Member of the Maine State Senate for the 27th District
- In office December 1994 – January 14, 2002
- Succeeded by: Michael F. Brennan

Personal details
- Born: August 15, 1938
- Died: January 14, 2002 (aged 63)
- Party: Republican
- Spouse: Linda Abromson

= Joel Abromson =

American politician

I. Joel Abromson (August 15, 1938 – January 14, 2002) was an American politician in Maine. Abromson was a Republican State Senator representing Falmouth, Long Island and part of Portland (District 27). Considered a liberal on social issues and a conservative on fiscal issues, he sponsored legislation to prevent discrimination on the basis of sexual orientation. When he died in January 2002, the Maine Lesbian Gay Political Alliance called Abromson a "champion and a true friend". His final day in the legislature was in December 2001, when he voted to confirm Leigh Saufley as the new Chief Justice of the Maine Supreme Judicial Court.

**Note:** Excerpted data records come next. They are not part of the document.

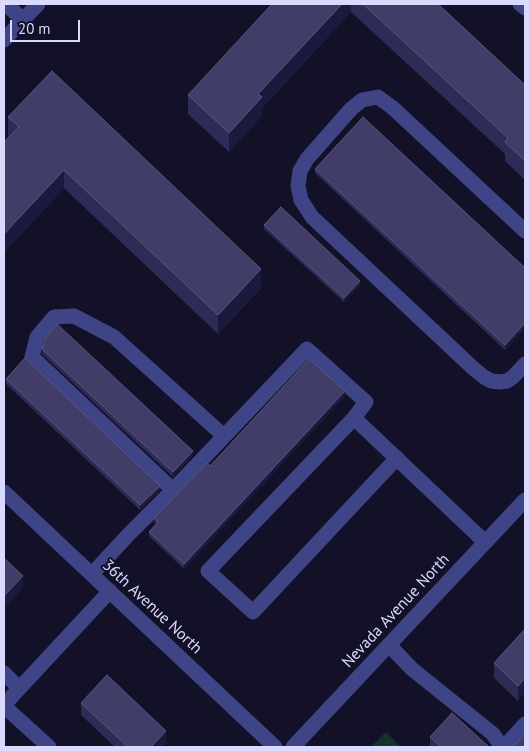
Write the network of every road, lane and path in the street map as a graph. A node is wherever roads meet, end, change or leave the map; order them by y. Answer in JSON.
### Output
{"nodes":[{"id":1,"x":6,"y":4,"type":"edge"},
{"id":2,"x":38,"y":4,"type":"edge"},
{"id":3,"x":520,"y":4,"type":"edge"},
{"id":4,"x":525,"y":8,"type":"edge"},
{"id":5,"x":22,"y":20,"type":"junction"},
{"id":6,"x":4,"y":40,"type":"edge"},
{"id":7,"x":525,"y":231,"type":"edge"},
{"id":8,"x":525,"y":364,"type":"edge"},
{"id":9,"x":354,"y":418,"type":"junction"},
{"id":10,"x":224,"y":436,"type":"junction"},
{"id":11,"x":396,"y":458,"type":"junction"},
{"id":12,"x":173,"y":490,"type":"junction"},
{"id":13,"x":4,"y":492,"type":"edge"},
{"id":14,"x":525,"y":500,"type":"edge"},
{"id":15,"x":485,"y":542,"type":"junction"},
{"id":16,"x":92,"y":574,"type":"junction"},
{"id":17,"x":110,"y":591,"type":"junction"},
{"id":18,"x":389,"y":645,"type":"junction"},
{"id":19,"x":4,"y":673,"type":"edge"},
{"id":20,"x":19,"y":688,"type":"junction"},
{"id":21,"x":4,"y":706,"type":"edge"},
{"id":22,"x":525,"y":724,"type":"edge"},
{"id":23,"x":49,"y":747,"type":"edge"},
{"id":24,"x":275,"y":747,"type":"edge"},
{"id":25,"x":293,"y":747,"type":"edge"},
{"id":26,"x":503,"y":747,"type":"edge"}],
"edges":[{"from":1,"to":5,"type":"street"},
{"from":2,"to":5,"type":"street"},
{"from":3,"to":4,"type":"street"},
{"from":5,"to":6,"type":"street"},
{"from":7,"to":8,"type":"street"},
{"from":9,"to":10,"type":"street"},
{"from":9,"to":11,"type":"street"},
{"from":9,"to":11,"type":"street"},
{"from":10,"to":12,"type":"street"},
{"from":10,"to":12,"type":"street"},
{"from":11,"to":15,"type":"street"},
{"from":12,"to":16,"type":"street"},
{"from":13,"to":16,"type":"street","name":"36th Avenue North"},
{"from":14,"to":15,"type":"street","name":"Nevada Avenue North"},
{"from":15,"to":18,"type":"street","name":"Nevada Avenue North"},
{"from":16,"to":17,"type":"street","name":"36th Avenue North"},
{"from":17,"to":20,"type":"street"},
{"from":17,"to":24,"type":"street","name":"36th Avenue North"},
{"from":18,"to":25,"type":"street","name":"Nevada Avenue North"},
{"from":18,"to":26,"type":"street"},
{"from":19,"to":20,"type":"street"},
{"from":20,"to":21,"type":"street"},
{"from":21,"to":23,"type":"street"},
{"from":22,"to":26,"type":"street"}]}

Prominent in the state's Jewish community, Abromson's wife, Linda Abromson, was a member of the Portland City Council and the first Jewish woman to hold the largely ceremonial position of Mayor. The Joel and Linda Abromson Community Education Center, which is located on the Portland campus of the University of Southern Maine, is named in their honor

At the time of Abromson's death from liver cancer, the Maine Senate was evenly split between Republicans and Democrats, with one unenrolled (independent) senator as well. His death gave the Democrats a 17–16 advantage, though Republican Rick Bennett maintained his position as President of the Maine Senate due to a power-sharing agreement. State Representative Michael F. Brennan narrowly won a special election to replace Abromson.